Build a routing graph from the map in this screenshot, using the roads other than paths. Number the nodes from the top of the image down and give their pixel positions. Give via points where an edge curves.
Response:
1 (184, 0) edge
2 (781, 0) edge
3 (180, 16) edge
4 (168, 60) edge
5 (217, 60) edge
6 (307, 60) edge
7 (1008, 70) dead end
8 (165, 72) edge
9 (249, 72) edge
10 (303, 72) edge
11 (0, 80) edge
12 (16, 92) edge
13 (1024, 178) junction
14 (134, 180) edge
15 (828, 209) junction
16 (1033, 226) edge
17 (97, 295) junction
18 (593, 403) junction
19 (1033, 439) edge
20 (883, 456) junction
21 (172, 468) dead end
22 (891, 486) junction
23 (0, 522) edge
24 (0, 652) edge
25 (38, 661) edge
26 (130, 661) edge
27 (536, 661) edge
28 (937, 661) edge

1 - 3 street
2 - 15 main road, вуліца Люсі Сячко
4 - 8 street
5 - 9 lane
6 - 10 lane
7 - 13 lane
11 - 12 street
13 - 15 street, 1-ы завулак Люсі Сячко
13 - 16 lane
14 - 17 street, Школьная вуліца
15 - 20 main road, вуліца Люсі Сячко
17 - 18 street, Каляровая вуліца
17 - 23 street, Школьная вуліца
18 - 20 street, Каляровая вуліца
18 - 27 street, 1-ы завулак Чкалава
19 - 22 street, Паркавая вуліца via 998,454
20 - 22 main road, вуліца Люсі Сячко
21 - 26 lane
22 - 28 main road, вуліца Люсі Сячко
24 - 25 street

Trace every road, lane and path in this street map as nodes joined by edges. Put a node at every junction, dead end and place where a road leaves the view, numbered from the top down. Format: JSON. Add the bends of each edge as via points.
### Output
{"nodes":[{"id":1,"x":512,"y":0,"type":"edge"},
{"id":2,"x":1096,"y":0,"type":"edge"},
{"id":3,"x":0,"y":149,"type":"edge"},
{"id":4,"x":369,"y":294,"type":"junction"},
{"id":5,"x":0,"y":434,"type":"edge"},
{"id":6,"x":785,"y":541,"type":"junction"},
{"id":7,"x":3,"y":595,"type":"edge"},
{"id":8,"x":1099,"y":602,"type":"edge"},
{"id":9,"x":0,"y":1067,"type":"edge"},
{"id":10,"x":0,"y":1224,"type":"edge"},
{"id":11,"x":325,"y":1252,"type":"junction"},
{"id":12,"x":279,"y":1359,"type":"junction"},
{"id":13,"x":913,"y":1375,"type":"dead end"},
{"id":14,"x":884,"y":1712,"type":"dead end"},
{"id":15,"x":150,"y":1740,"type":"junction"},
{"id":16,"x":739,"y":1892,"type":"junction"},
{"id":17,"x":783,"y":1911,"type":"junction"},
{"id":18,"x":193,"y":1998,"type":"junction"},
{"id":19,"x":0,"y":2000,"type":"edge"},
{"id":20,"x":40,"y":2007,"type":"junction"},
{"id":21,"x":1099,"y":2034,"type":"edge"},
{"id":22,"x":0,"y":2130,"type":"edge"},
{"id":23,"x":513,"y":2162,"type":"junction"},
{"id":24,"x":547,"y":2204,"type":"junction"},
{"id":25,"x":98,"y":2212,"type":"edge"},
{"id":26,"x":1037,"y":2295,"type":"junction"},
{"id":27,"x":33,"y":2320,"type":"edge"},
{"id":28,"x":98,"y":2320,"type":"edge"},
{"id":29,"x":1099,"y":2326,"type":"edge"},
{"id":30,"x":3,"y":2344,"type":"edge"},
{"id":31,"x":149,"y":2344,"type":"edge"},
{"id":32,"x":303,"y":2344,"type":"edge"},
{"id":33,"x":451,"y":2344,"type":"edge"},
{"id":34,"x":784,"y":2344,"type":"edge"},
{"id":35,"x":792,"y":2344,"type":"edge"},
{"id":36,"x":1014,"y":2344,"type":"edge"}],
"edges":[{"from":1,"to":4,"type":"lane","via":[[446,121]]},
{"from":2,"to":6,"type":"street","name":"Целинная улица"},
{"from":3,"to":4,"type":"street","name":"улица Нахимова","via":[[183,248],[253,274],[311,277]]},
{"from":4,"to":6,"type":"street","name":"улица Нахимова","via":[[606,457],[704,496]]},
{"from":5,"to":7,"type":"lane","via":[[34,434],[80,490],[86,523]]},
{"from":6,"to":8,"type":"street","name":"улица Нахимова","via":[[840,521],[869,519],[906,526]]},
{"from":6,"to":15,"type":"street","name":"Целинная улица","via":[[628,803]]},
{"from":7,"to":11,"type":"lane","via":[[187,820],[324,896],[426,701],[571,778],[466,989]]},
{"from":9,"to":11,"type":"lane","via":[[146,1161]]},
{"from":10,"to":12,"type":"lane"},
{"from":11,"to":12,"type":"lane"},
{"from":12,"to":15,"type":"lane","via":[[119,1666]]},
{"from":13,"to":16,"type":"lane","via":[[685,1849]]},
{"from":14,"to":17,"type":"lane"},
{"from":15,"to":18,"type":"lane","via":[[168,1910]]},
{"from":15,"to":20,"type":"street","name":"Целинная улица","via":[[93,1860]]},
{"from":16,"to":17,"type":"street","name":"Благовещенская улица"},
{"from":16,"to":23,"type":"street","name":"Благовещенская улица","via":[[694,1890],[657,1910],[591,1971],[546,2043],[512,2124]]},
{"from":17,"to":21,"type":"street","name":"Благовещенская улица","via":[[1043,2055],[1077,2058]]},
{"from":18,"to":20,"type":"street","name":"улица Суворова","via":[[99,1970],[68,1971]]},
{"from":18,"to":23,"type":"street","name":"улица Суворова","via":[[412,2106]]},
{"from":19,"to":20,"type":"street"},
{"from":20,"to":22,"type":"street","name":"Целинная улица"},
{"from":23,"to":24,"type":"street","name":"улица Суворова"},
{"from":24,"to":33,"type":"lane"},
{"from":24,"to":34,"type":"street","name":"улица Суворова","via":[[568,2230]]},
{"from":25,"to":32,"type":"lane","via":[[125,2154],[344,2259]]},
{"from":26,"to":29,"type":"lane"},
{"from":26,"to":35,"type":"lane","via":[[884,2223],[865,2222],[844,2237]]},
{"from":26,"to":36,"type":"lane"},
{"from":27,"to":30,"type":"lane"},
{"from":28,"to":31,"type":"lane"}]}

Instructions to follow: Output the lines above verbatim and in full.

Answer section:
Build a routing graph from the map in this screenshot, using the roads other than paths. Number the nodes from the top of the image down and give their pixel positions. Give via points where an edge curves.
Response:
1 (184, 0) edge
2 (781, 0) edge
3 (180, 16) edge
4 (168, 60) edge
5 (217, 60) edge
6 (307, 60) edge
7 (1008, 70) dead end
8 (165, 72) edge
9 (249, 72) edge
10 (303, 72) edge
11 (0, 80) edge
12 (16, 92) edge
13 (1024, 178) junction
14 (134, 180) edge
15 (828, 209) junction
16 (1033, 226) edge
17 (97, 295) junction
18 (593, 403) junction
19 (1033, 439) edge
20 (883, 456) junction
21 (172, 468) dead end
22 (891, 486) junction
23 (0, 522) edge
24 (0, 652) edge
25 (38, 661) edge
26 (130, 661) edge
27 (536, 661) edge
28 (937, 661) edge

1 - 3 street
2 - 15 main road, вуліца Люсі Сячко
4 - 8 street
5 - 9 lane
6 - 10 lane
7 - 13 lane
11 - 12 street
13 - 15 street, 1-ы завулак Люсі Сячко
13 - 16 lane
14 - 17 street, Школьная вуліца
15 - 20 main road, вуліца Люсі Сячко
17 - 18 street, Каляровая вуліца
17 - 23 street, Школьная вуліца
18 - 20 street, Каляровая вуліца
18 - 27 street, 1-ы завулак Чкалава
19 - 22 street, Паркавая вуліца via 998,454
20 - 22 main road, вуліца Люсі Сячко
21 - 26 lane
22 - 28 main road, вуліца Люсі Сячко
24 - 25 street

Trace every road, lane and path in this street map as nodes joined by edges. Put a node at every junction, dead end and place where a road leaves the view, numbered from the top down. Format: JSON. Add the bends of each edge as via points.
### Output
{"nodes":[{"id":1,"x":512,"y":0,"type":"edge"},
{"id":2,"x":1096,"y":0,"type":"edge"},
{"id":3,"x":0,"y":149,"type":"edge"},
{"id":4,"x":369,"y":294,"type":"junction"},
{"id":5,"x":0,"y":434,"type":"edge"},
{"id":6,"x":785,"y":541,"type":"junction"},
{"id":7,"x":3,"y":595,"type":"edge"},
{"id":8,"x":1099,"y":602,"type":"edge"},
{"id":9,"x":0,"y":1067,"type":"edge"},
{"id":10,"x":0,"y":1224,"type":"edge"},
{"id":11,"x":325,"y":1252,"type":"junction"},
{"id":12,"x":279,"y":1359,"type":"junction"},
{"id":13,"x":913,"y":1375,"type":"dead end"},
{"id":14,"x":884,"y":1712,"type":"dead end"},
{"id":15,"x":150,"y":1740,"type":"junction"},
{"id":16,"x":739,"y":1892,"type":"junction"},
{"id":17,"x":783,"y":1911,"type":"junction"},
{"id":18,"x":193,"y":1998,"type":"junction"},
{"id":19,"x":0,"y":2000,"type":"edge"},
{"id":20,"x":40,"y":2007,"type":"junction"},
{"id":21,"x":1099,"y":2034,"type":"edge"},
{"id":22,"x":0,"y":2130,"type":"edge"},
{"id":23,"x":513,"y":2162,"type":"junction"},
{"id":24,"x":547,"y":2204,"type":"junction"},
{"id":25,"x":98,"y":2212,"type":"edge"},
{"id":26,"x":1037,"y":2295,"type":"junction"},
{"id":27,"x":33,"y":2320,"type":"edge"},
{"id":28,"x":98,"y":2320,"type":"edge"},
{"id":29,"x":1099,"y":2326,"type":"edge"},
{"id":30,"x":3,"y":2344,"type":"edge"},
{"id":31,"x":149,"y":2344,"type":"edge"},
{"id":32,"x":303,"y":2344,"type":"edge"},
{"id":33,"x":451,"y":2344,"type":"edge"},
{"id":34,"x":784,"y":2344,"type":"edge"},
{"id":35,"x":792,"y":2344,"type":"edge"},
{"id":36,"x":1014,"y":2344,"type":"edge"}],
"edges":[{"from":1,"to":4,"type":"lane","via":[[446,121]]},
{"from":2,"to":6,"type":"street","name":"Целинная улица"},
{"from":3,"to":4,"type":"street","name":"улица Нахимова","via":[[183,248],[253,274],[311,277]]},
{"from":4,"to":6,"type":"street","name":"улица Нахимова","via":[[606,457],[704,496]]},
{"from":5,"to":7,"type":"lane","via":[[34,434],[80,490],[86,523]]},
{"from":6,"to":8,"type":"street","name":"улица Нахимова","via":[[840,521],[869,519],[906,526]]},
{"from":6,"to":15,"type":"street","name":"Целинная улица","via":[[628,803]]},
{"from":7,"to":11,"type":"lane","via":[[187,820],[324,896],[426,701],[571,778],[466,989]]},
{"from":9,"to":11,"type":"lane","via":[[146,1161]]},
{"from":10,"to":12,"type":"lane"},
{"from":11,"to":12,"type":"lane"},
{"from":12,"to":15,"type":"lane","via":[[119,1666]]},
{"from":13,"to":16,"type":"lane","via":[[685,1849]]},
{"from":14,"to":17,"type":"lane"},
{"from":15,"to":18,"type":"lane","via":[[168,1910]]},
{"from":15,"to":20,"type":"street","name":"Целинная улица","via":[[93,1860]]},
{"from":16,"to":17,"type":"street","name":"Благовещенская улица"},
{"from":16,"to":23,"type":"street","name":"Благовещенская улица","via":[[694,1890],[657,1910],[591,1971],[546,2043],[512,2124]]},
{"from":17,"to":21,"type":"street","name":"Благовещенская улица","via":[[1043,2055],[1077,2058]]},
{"from":18,"to":20,"type":"street","name":"улица Суворова","via":[[99,1970],[68,1971]]},
{"from":18,"to":23,"type":"street","name":"улица Суворова","via":[[412,2106]]},
{"from":19,"to":20,"type":"street"},
{"from":20,"to":22,"type":"street","name":"Целинная улица"},
{"from":23,"to":24,"type":"street","name":"улица Суворова"},
{"from":24,"to":33,"type":"lane"},
{"from":24,"to":34,"type":"street","name":"улица Суворова","via":[[568,2230]]},
{"from":25,"to":32,"type":"lane","via":[[125,2154],[344,2259]]},
{"from":26,"to":29,"type":"lane"},
{"from":26,"to":35,"type":"lane","via":[[884,2223],[865,2222],[844,2237]]},
{"from":26,"to":36,"type":"lane"},
{"from":27,"to":30,"type":"lane"},
{"from":28,"to":31,"type":"lane"}]}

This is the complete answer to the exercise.